__What you have to do__.
Identify every line in the records below that contains the word "上野部豊田竜洋線", and reproduce each one.

════════

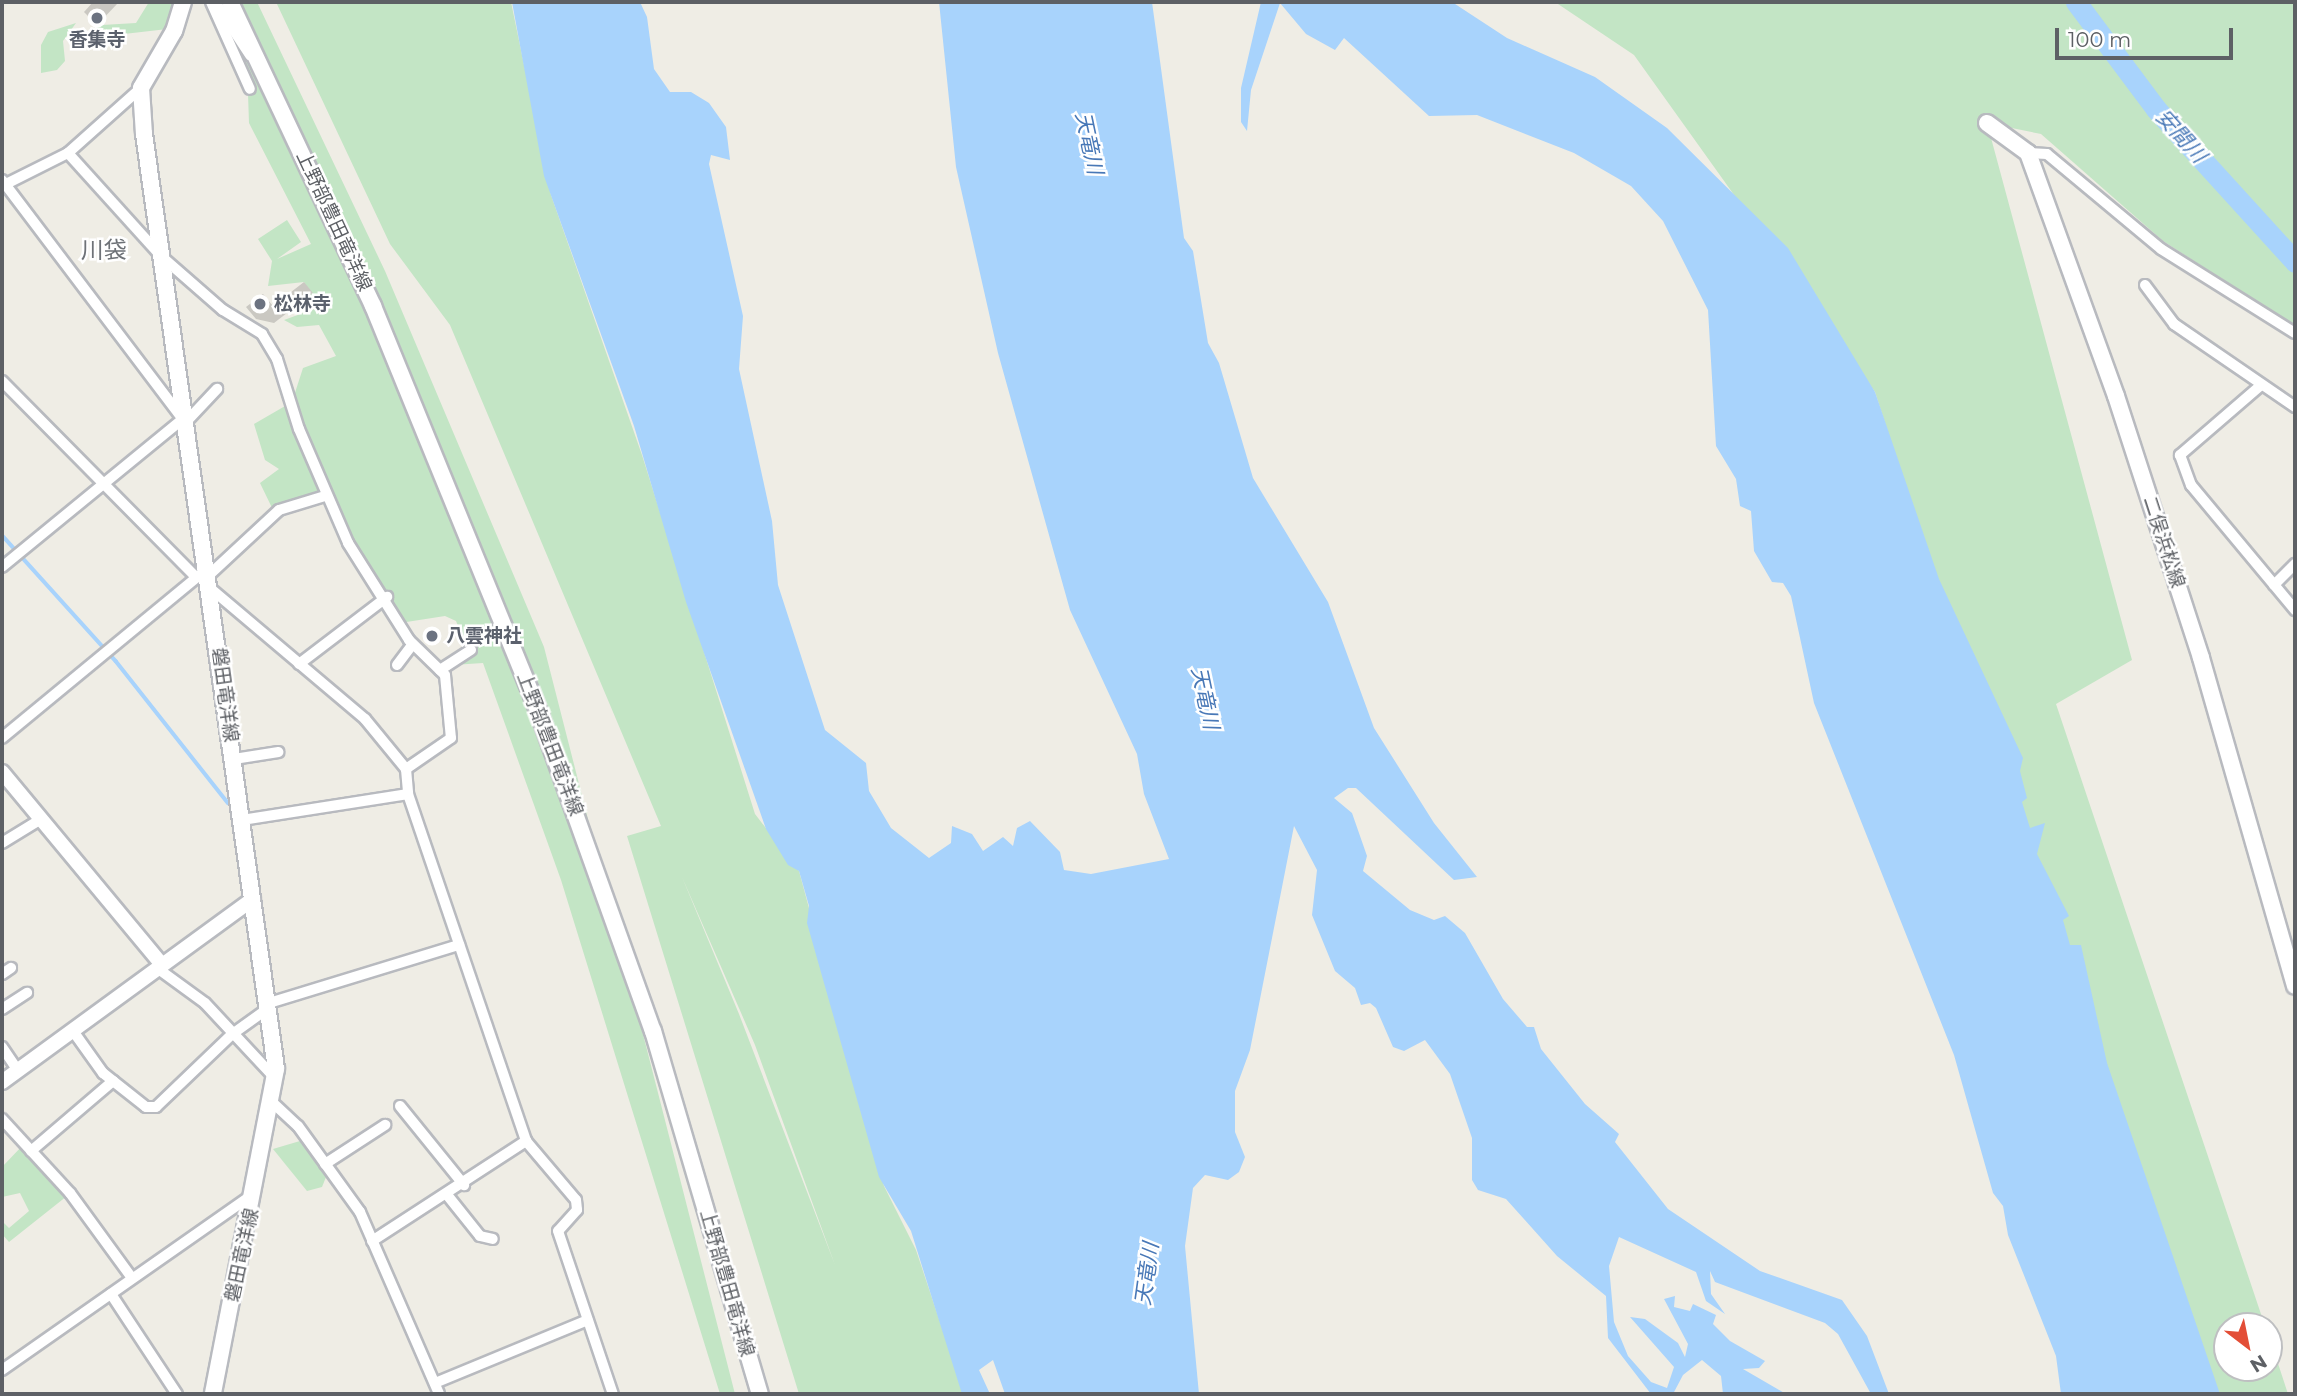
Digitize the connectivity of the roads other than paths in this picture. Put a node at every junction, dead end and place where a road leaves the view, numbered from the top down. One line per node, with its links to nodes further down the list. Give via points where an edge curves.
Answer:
1 (183, 2): 5 (main road, via 174,31)
2 (213, 2): 4 (street); 6 (street)
3 (230, 2): 4 (main road, 上野部豊田竜洋線)
4 (261, 65): 76 (main road, 上野部豊田竜洋線, via 373,306 545,728 653,1031)
5 (141, 88): 8 (street); 11 (main road, 磐田竜洋線)
6 (250, 89)
7 (1987, 123): 9 (main road)
8 (68, 153): 10 (street); 11 (street)
9 (2028, 153): 13 (street, via 2048,154 2161,249); 44 (main road, 二俣浜松線, via 2161,530)
10 (3, 184): 18 (street)
11 (162, 256): 18 (main road, 磐田竜洋線); 20 (street, via 223,310 262,334 278,359)
12 (2145, 285): 15 (street, via 2174,324)
13 (2295, 333)
14 (2, 381): 19 (street)
15 (2260, 386): 17 (street); 24 (street, via 2180,455 2191,485)
16 (216, 389): 18 (street)
17 (2295, 407)
18 (184, 419): 19 (street); 23 (main road, 磐田竜洋線)
19 (103, 482): 22 (street); 23 (street)
20 (325, 496): 23 (street, via 279,510); 25 (street, via 348,543)
21 (2295, 564): 24 (street)
22 (2, 567)
23 (205, 578): 29 (street); 32 (street); 34 (main road, 磐田竜洋線)
24 (2274, 584): 26 (street)
25 (387, 597): 27 (street); 29 (street)
26 (2295, 610)
27 (413, 644): 30 (street); 31 (street)
28 (471, 650): 31 (street)
29 (299, 664): 35 (street, via 365,719)
30 (397, 664)
31 (440, 670): 35 (street, via 451,738)
32 (2, 738)
33 (278, 752): 34 (street)
34 (234, 759): 39 (main road, 磐田竜洋線)
35 (406, 769): 37 (street)
36 (2, 772): 38 (street)
37 (408, 794): 39 (street); 42 (street)
38 (41, 819): 40 (street); 43 (street)
39 (242, 820): 41 (main road, 磐田竜洋線)
40 (2, 843)
41 (253, 900): 43 (street); 46 (main road, 磐田竜洋線)
42 (459, 945): 46 (street); 59 (street)
43 (160, 966): 48 (street); 49 (street)
44 (2295, 986)
45 (27, 993): 47 (street)
46 (269, 1005): 49 (street); 52 (main road, 磐田竜洋線)
47 (2, 1009)
48 (74, 1031): 51 (street); 53 (street)
49 (236, 1031): 52 (street); 53 (street, via 156,1107 146,1107)
50 (2, 1046): 51 (street)
51 (17, 1069): 54 (street)
52 (275, 1077): 55 (main road, 磐田竜洋線)
53 (113, 1081): 60 (street)
54 (2, 1082)
55 (272, 1102): 61 (street); 63 (main road, 磐田竜洋線)
56 (400, 1106): 62 (street)
57 (2, 1119): 60 (street)
58 (385, 1125): 61 (street)
59 (526, 1141): 62 (street); 69 (street, via 576,1200 577,1210 558,1231)
60 (31, 1151): 67 (street, via 70,1193)
61 (325, 1164): 66 (street, via 360,1212)
62 (464, 1185): 64 (street)
63 (254, 1193): 67 (street); 73 (main road, 磐田竜洋線)
64 (448, 1196): 65 (street, via 480,1236); 66 (street)
65 (494, 1239)
66 (372, 1241): 71 (street)
67 (132, 1278): 68 (street)
68 (111, 1294): 70 (street); 72 (street)
69 (588, 1320): 71 (street); 75 (street)
70 (2, 1370)
71 (435, 1383): 74 (street)
72 (177, 1394)
73 (212, 1394)
74 (439, 1394)
75 (613, 1394)
76 (760, 1394)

════════

__Result for this task__.
3 (230, 2): 4 (main road, 上野部豊田竜洋線)
4 (261, 65): 76 (main road, 上野部豊田竜洋線, via 373,306 545,728 653,1031)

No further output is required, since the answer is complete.